Prevention: Always remove code first, deploy, verify, then remove from the platform.
Pitfall 6: Removing flags that are still used for analytics
Some flags are referenced in analytics event properties even after the feature is fully rolled out:
analytics.track('purchase_completed', {
featureFlag: featureFlags.isEnabled('new-checkout'),
// other properties...
});
Removing the flag will cause this analytics property to change from true to undefined or false, which can break dashboards and reports.

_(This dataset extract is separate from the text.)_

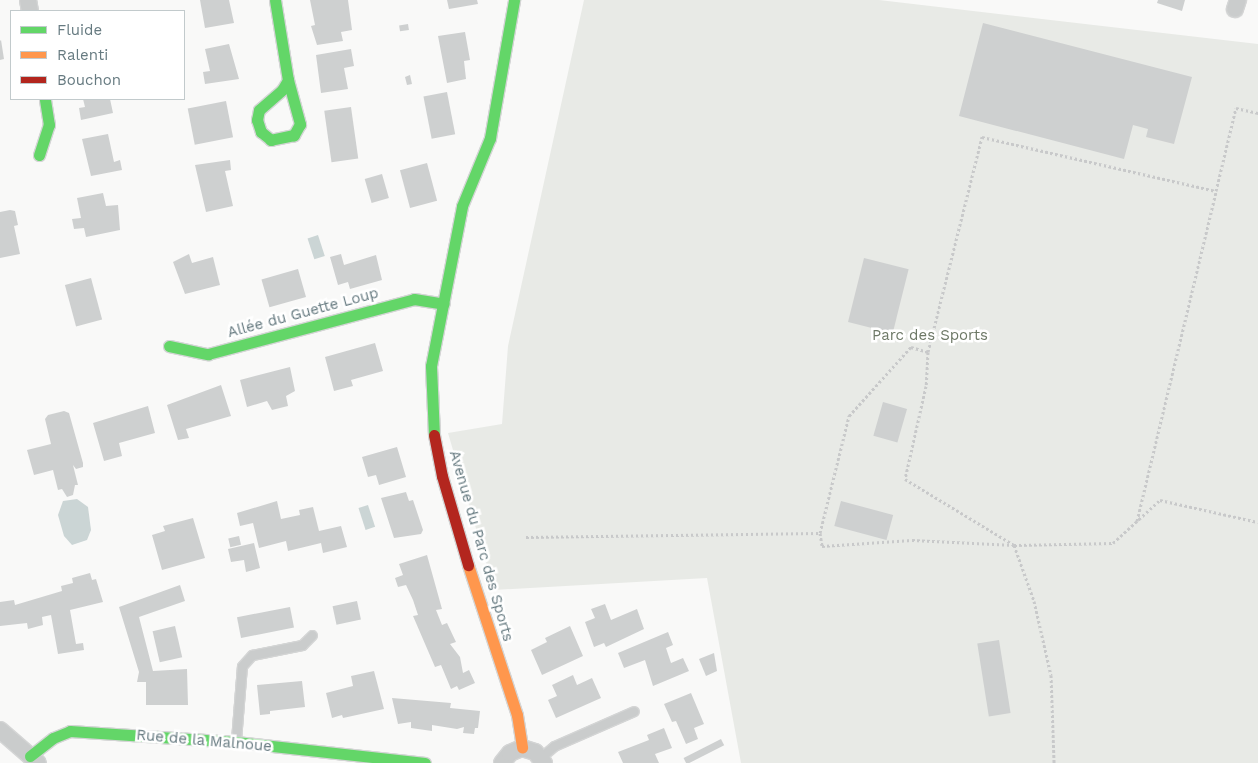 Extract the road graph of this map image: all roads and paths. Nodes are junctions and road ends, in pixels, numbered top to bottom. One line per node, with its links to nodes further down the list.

Prevention: Search for the flag key in analytics calls and coordinate with your data team before removal.
The PR review checklist
For reviewers evaluating a flag removal PR, use this checklist:
| Review Item | Verified |
|---|---|
| PR description includes pre-removal checklist | |
| Flag state verified in production platform | |
| Correct code path preserved (matches production state) | |
| All references to flag key removed (check grep output) | |
| Unused imports cleaned up | |
| Dead code path fully removed (no orphaned functions) | |
| Tests updated: dead path tests removed | |
| Tests updated: winning path tests no longer mock the flag | |
| No other flags nested inside the removed flag's conditionals | |
| Rollback plan documented in PR description | |
| Platform cleanup noted as post-merge follow-up |
A flag removal PR that fails any of these items should not be approved. It takes more discipline to review a removal PR than a feature PR, because the consequences of mistakes are harder to detect in review and harder to diagnose in production.
Automating safe removal
The manual process described above works, but it is labor-intensive. For teams removing flags regularly, automation dramatically reduces both the effort and the risk.

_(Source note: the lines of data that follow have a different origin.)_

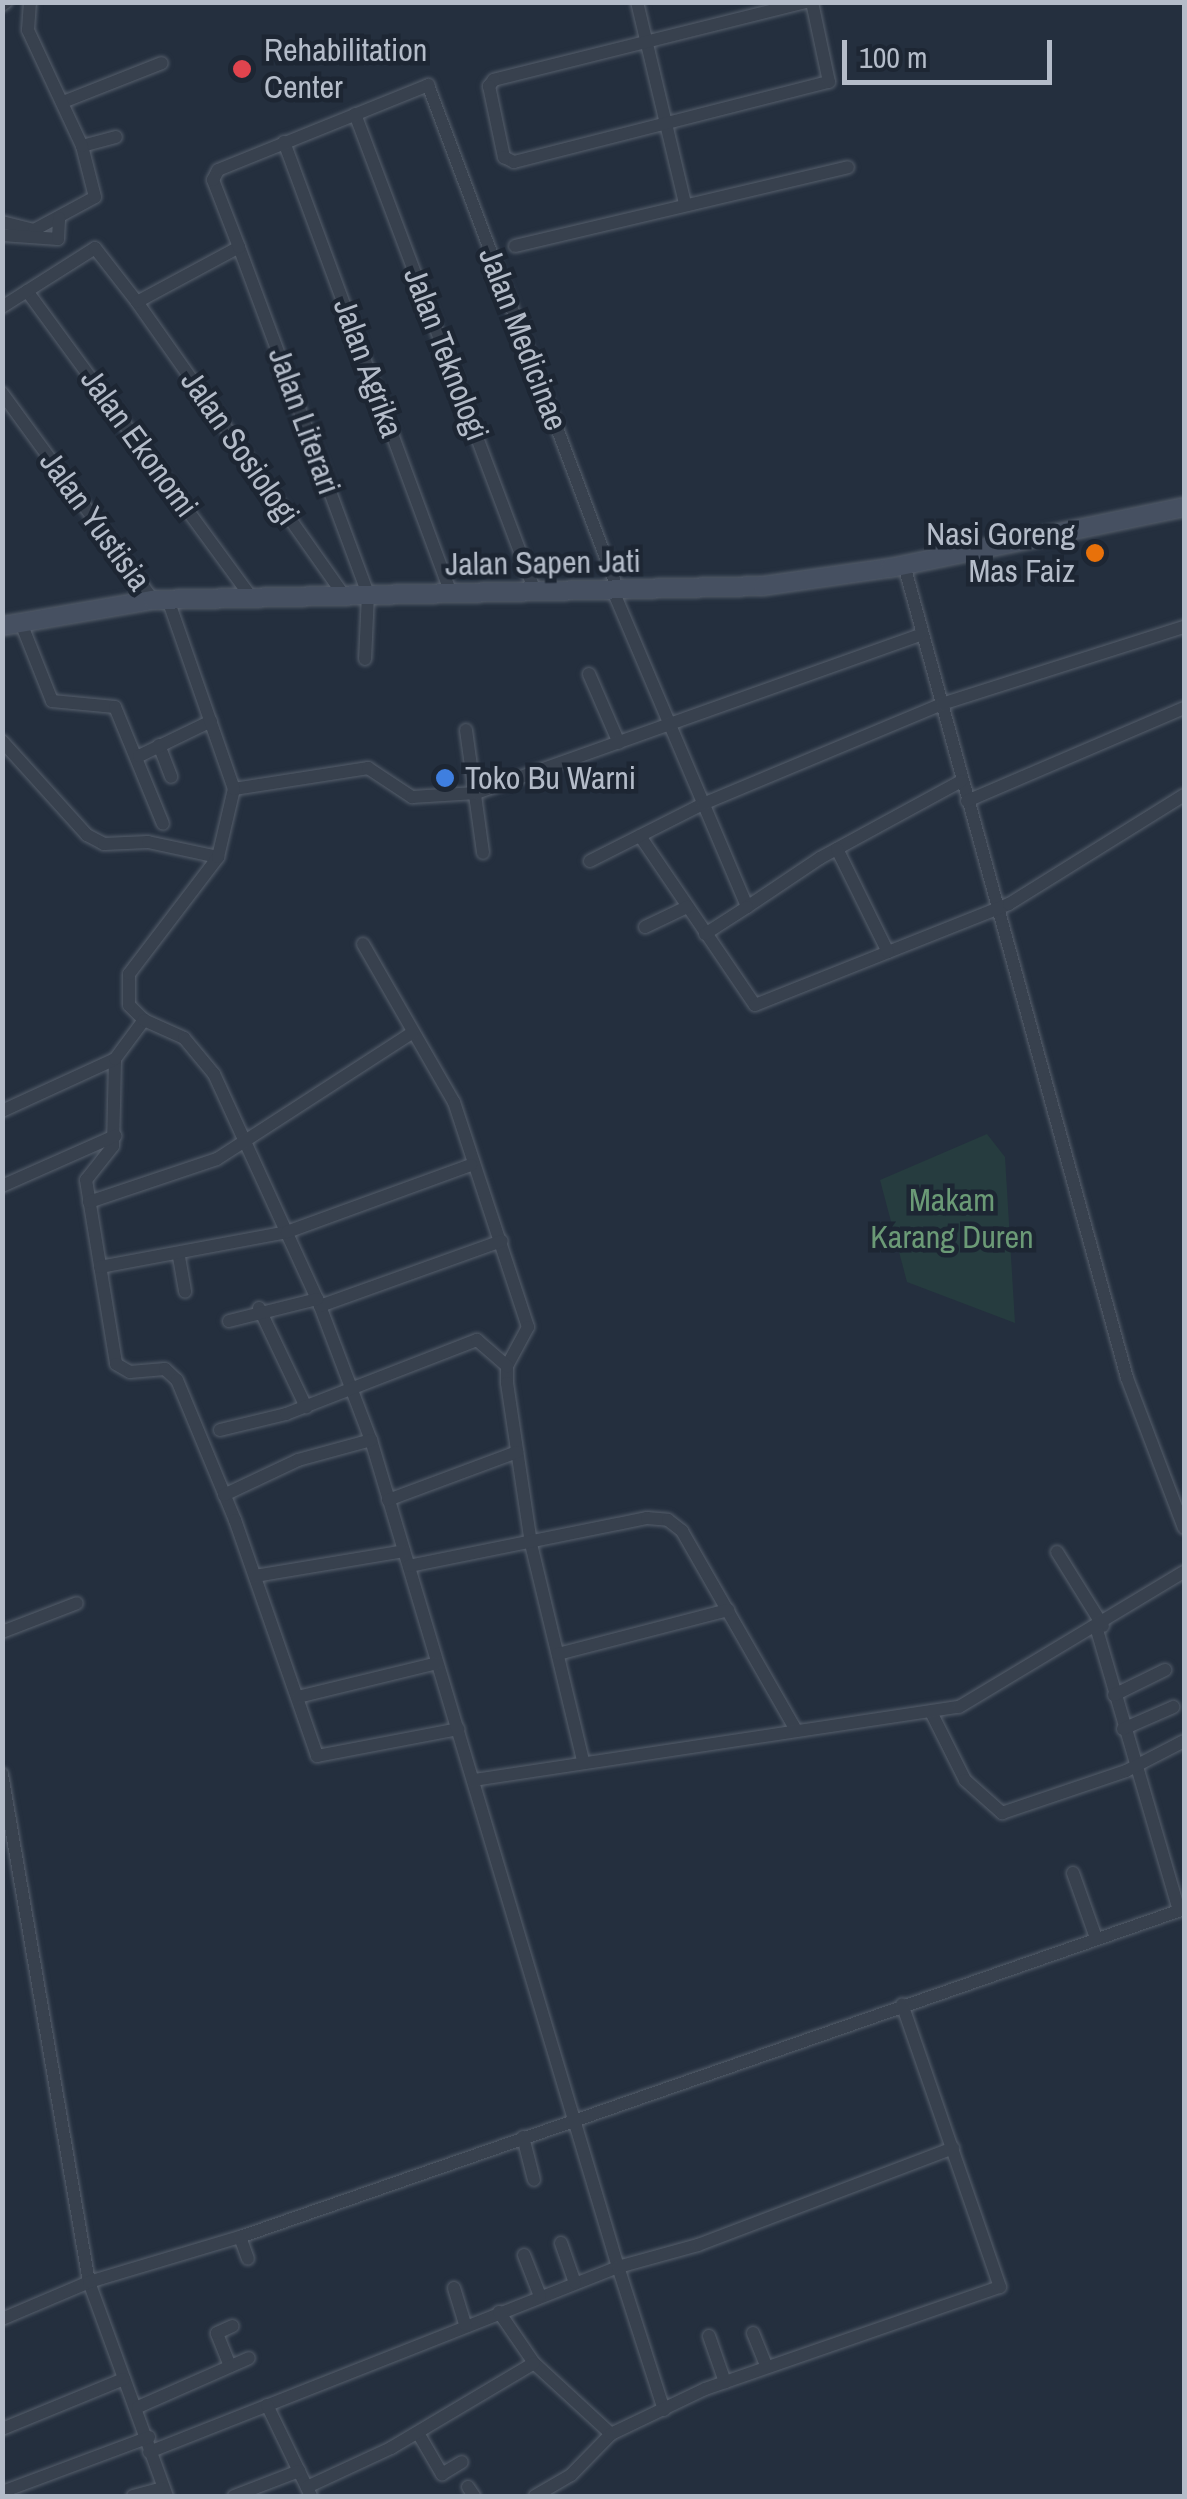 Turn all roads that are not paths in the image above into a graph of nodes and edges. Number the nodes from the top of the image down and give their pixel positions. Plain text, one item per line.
1 (30, 2) edge
2 (637, 2) edge
3 (809, 2) edge
4 (646, 44) junction
5 (162, 63) dead end
6 (62, 102) junction
7 (355, 114) junction
8 (666, 122) junction
9 (116, 137) dead end
10 (284, 142) junction
11 (82, 146) junction
12 (848, 167) dead end
13 (685, 202) junction
14 (2, 222) edge
15 (60, 225) junction
16 (2, 235) edge
17 (515, 246) dead end
18 (239, 248) junction
19 (28, 291) junction
20 (137, 302) junction
21 (2, 308) edge
22 (2, 393) edge
23 (1184, 507) edge
24 (904, 566) junction
25 (616, 593) junction
26 (344, 594) junction
27 (368, 594) junction
28 (452, 594) junction
29 (536, 594) junction
30 (250, 596) junction
31 (160, 600) junction
32 (12, 625) edge
33 (1184, 627) edge
34 (922, 634) junction
35 (365, 659) dead end
36 (589, 674) dead end
37 (942, 704) junction
38 (1184, 708) edge
39 (211, 721) junction
40 (670, 724) junction
41 (466, 730) dead end
42 (2, 741) edge
43 (619, 743) junction
44 (159, 745) junction
45 (139, 756) junction
46 (171, 777) dead end
47 (961, 781) junction
48 (234, 789) junction
49 (476, 793) junction
50 (1184, 794) edge
51 (967, 801) junction
52 (703, 804) junction
53 (163, 824) dead end
54 (640, 836) junction
55 (837, 849) junction
56 (483, 853) dead end
57 (218, 858) junction
58 (590, 862) dead end
59 (687, 907) junction
60 (747, 907) junction
61 (998, 909) junction
62 (645, 927) dead end
63 (705, 934) junction
64 (363, 944) dead end
65 (888, 952) junction
66 (144, 1020) junction
67 (412, 1033) junction
68 (115, 1060) junction
69 (2, 1111) edge
70 (114, 1136) junction
71 (248, 1139) junction
72 (472, 1165) junction
73 (2, 1186) edge
74 (89, 1202) junction
75 (287, 1232) junction
76 (502, 1241) junction
77 (180, 1257) junction
78 (100, 1267) junction
79 (185, 1291) dead end
80 (318, 1302) junction
81 (260, 1308) junction
82 (229, 1321) dead end
83 (506, 1366) junction
84 (353, 1387) junction
85 (306, 1406) junction
86 (220, 1430) dead end
87 (371, 1440) junction
88 (517, 1452) junction
89 (224, 1496) junction
90 (388, 1500) junction
91 (1181, 1508) edge
92 (1184, 1528) edge
93 (531, 1544) junction
94 (404, 1551) junction
95 (1057, 1552) dead end
96 (409, 1566) junction
97 (1184, 1572) edge
98 (254, 1576) junction
99 (77, 1603) dead end
100 (728, 1610) junction
101 (1100, 1628) junction
102 (2, 1632) edge
103 (558, 1654) junction
104 (437, 1663) junction
105 (1165, 1670) dead end
106 (1114, 1694) junction
107 (298, 1697) junction
108 (1173, 1707) dead end
109 (932, 1714) junction
110 (458, 1729) junction
111 (1123, 1729) junction
112 (796, 1730) junction
113 (1184, 1741) edge
114 (583, 1760) junction
115 (1134, 1767) junction
116 (2, 1774) edge
117 (474, 1780) junction
118 (1073, 1873) dead end
119 (1182, 1910) edge
120 (1096, 1938) junction
121 (902, 2004) junction
122 (578, 2120) junction
123 (523, 2137) junction
124 (953, 2148) junction
125 (534, 2180) dead end
126 (240, 2237) junction
127 (561, 2242) dead end
128 (524, 2255) dead end
129 (248, 2260) dead end
130 (618, 2267) junction
131 (89, 2282) junction
132 (574, 2283) junction
133 (454, 2288) dead end
134 (540, 2296) junction
135 (499, 2312) junction
136 (2, 2319) edge
137 (466, 2325) junction
138 (233, 2326) dead end
139 (753, 2333) dead end
140 (708, 2336) dead end
141 (249, 2358) dead end
142 (534, 2364) junction
143 (230, 2366) junction
144 (766, 2366) junction
145 (124, 2378) junction
146 (725, 2382) junction
147 (267, 2404) junction
148 (138, 2406) junction
149 (664, 2410) junction
150 (2, 2429) edge
151 (418, 2434) junction
152 (611, 2434) junction
153 (149, 2444) junction
154 (462, 2462) dead end
155 (298, 2471) junction
156 (2, 2492) edge
157 (165, 2492) edge
158 (309, 2492) edge
159 (133, 2496) edge
160 (234, 2496) edge
161 (535, 2496) edge

1 - 6 street
2 - 4 street
3 - 4 street
3 - 8 street
4 - 8 street
4 - 8 street
5 - 6 street
6 - 11 street
7 - 10 street
7 - 25 street, Jalan Medicinae
7 - 29 street, Jalan Teknologi
8 - 13 street
9 - 11 street
10 - 18 street, Jalan Literari
10 - 28 street, Jalan Agrika
11 - 15 street
12 - 13 street
13 - 17 street
14 - 15 street
15 - 16 street
18 - 20 street
18 - 27 street, Jalan Literari
19 - 20 street, Jalan Sosiologi
19 - 21 street
19 - 30 street, Jalan Ekonomi
20 - 26 street, Jalan Sosiologi
22 - 31 street, Jalan Yustisia
23 - 24 street, Jalan Sapen Jati
24 - 25 street, Jalan Sapen Jati
24 - 34 street
25 - 29 street, Jalan Sapen Jati
25 - 40 street, Jalan Medicinae
26 - 27 street, Jalan Sapen Jati
26 - 30 street, Jalan Sapen Jati
27 - 28 street, Jalan Sapen Jati
27 - 35 street
28 - 29 street, Jalan Sapen Jati
30 - 31 street, Jalan Sapen Jati
31 - 32 street, Jalan Sapen Jati
31 - 39 street, Jalan Yustisia
32 - 45 street
33 - 37 street
34 - 37 street
34 - 40 street
36 - 43 street
37 - 47 street
37 - 52 street
38 - 51 street
39 - 44 street
39 - 48 street, Jalan Yustisia
40 - 43 street
40 - 52 street, Jalan Medicinae
41 - 49 street
42 - 57 street
43 - 49 street
44 - 45 street
44 - 46 street
45 - 53 street
47 - 51 street
47 - 55 street
48 - 49 street
48 - 57 street
49 - 56 street
50 - 61 street
51 - 61 street
52 - 54 street
52 - 60 street, Jalan Medicinae
54 - 58 street
54 - 59 street
55 - 60 street
55 - 65 street
57 - 66 street
59 - 62 street
59 - 63 street
60 - 63 street
61 - 65 street
61 - 91 street
63 - 65 street
64 - 67 street
66 - 68 street
66 - 71 street
67 - 71 street
67 - 72 street
68 - 69 street
68 - 70 street
70 - 73 street
70 - 74 street
71 - 74 street
71 - 75 street
72 - 75 street
72 - 76 street
74 - 78 street
75 - 77 street
75 - 80 street
76 - 80 street
76 - 83 street
77 - 78 street
77 - 79 street
78 - 89 street
80 - 81 street
80 - 84 street
81 - 82 street
81 - 85 street
83 - 84 street
83 - 88 street
84 - 85 street
84 - 87 street
85 - 86 street
87 - 89 street
87 - 90 street
88 - 90 street
88 - 93 street
89 - 98 street
90 - 94 street
91 - 92 street
93 - 96 street
93 - 100 street
93 - 103 street
94 - 96 street
94 - 98 street
95 - 101 street
96 - 104 street
97 - 101 street
98 - 107 street
99 - 102 street
100 - 103 street
100 - 112 street
101 - 106 street
101 - 109 street
103 - 114 street
104 - 107 street
104 - 110 street
105 - 106 street
106 - 111 street
107 - 110 street
108 - 111 street
109 - 112 street
109 - 115 street
110 - 117 street
111 - 115 street
112 - 114 street
113 - 115 street
114 - 117 street
115 - 119 street
116 - 131 street
117 - 122 street
118 - 120 street
119 - 120 street
120 - 121 street
121 - 122 street
121 - 124 street
122 - 123 street
122 - 130 street
123 - 125 street
123 - 126 street
124 - 130 street
124 - 144 street
126 - 129 street
126 - 131 street
127 - 132 street
128 - 134 street
130 - 132 street
130 - 149 street
131 - 136 street
131 - 145 street
132 - 134 street
133 - 137 street
134 - 135 street
135 - 137 street
135 - 142 street
137 - 147 street
138 - 143 street
139 - 144 street
140 - 146 street
141 - 143 street
142 - 151 street
142 - 152 street
143 - 148 street
144 - 146 street
145 - 148 street
145 - 150 street
146 - 149 street
147 - 153 street
147 - 155 street
148 - 153 street
149 - 152 street
151 - 154 street
151 - 158 street
152 - 161 street
153 - 156 street
153 - 157 street
155 - 158 street
155 - 160 street
157 - 159 street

Tools like FlagShark can detect when flags reach 100% rollout and automatically generate removal PRs that follow the patterns described in this guide -- preserving the correct code path, cleaning up imports, and updating tests. This transforms flag cleanup from a dreaded chore into an automated part of your development workflow.
Whether you automate or not, the principles remain the same: verify before you remove, preserve the right code path, test thoroughly, and always have a rollback plan.
Flag removal is not glamorous work. It does not ship new features or impress stakeholders in sprint demos. But every flag you remove safely is a reduction in complexity, a faster code review for the next engineer, and one less potential failure mode in production.
The teams that build reliable software are not the ones that never break things. They are the ones that build processes robust enough to make even the mundane work -- like removing an old if-statement -- predictably safe.
Write your next flag removal PR like production depends on it. Because it does.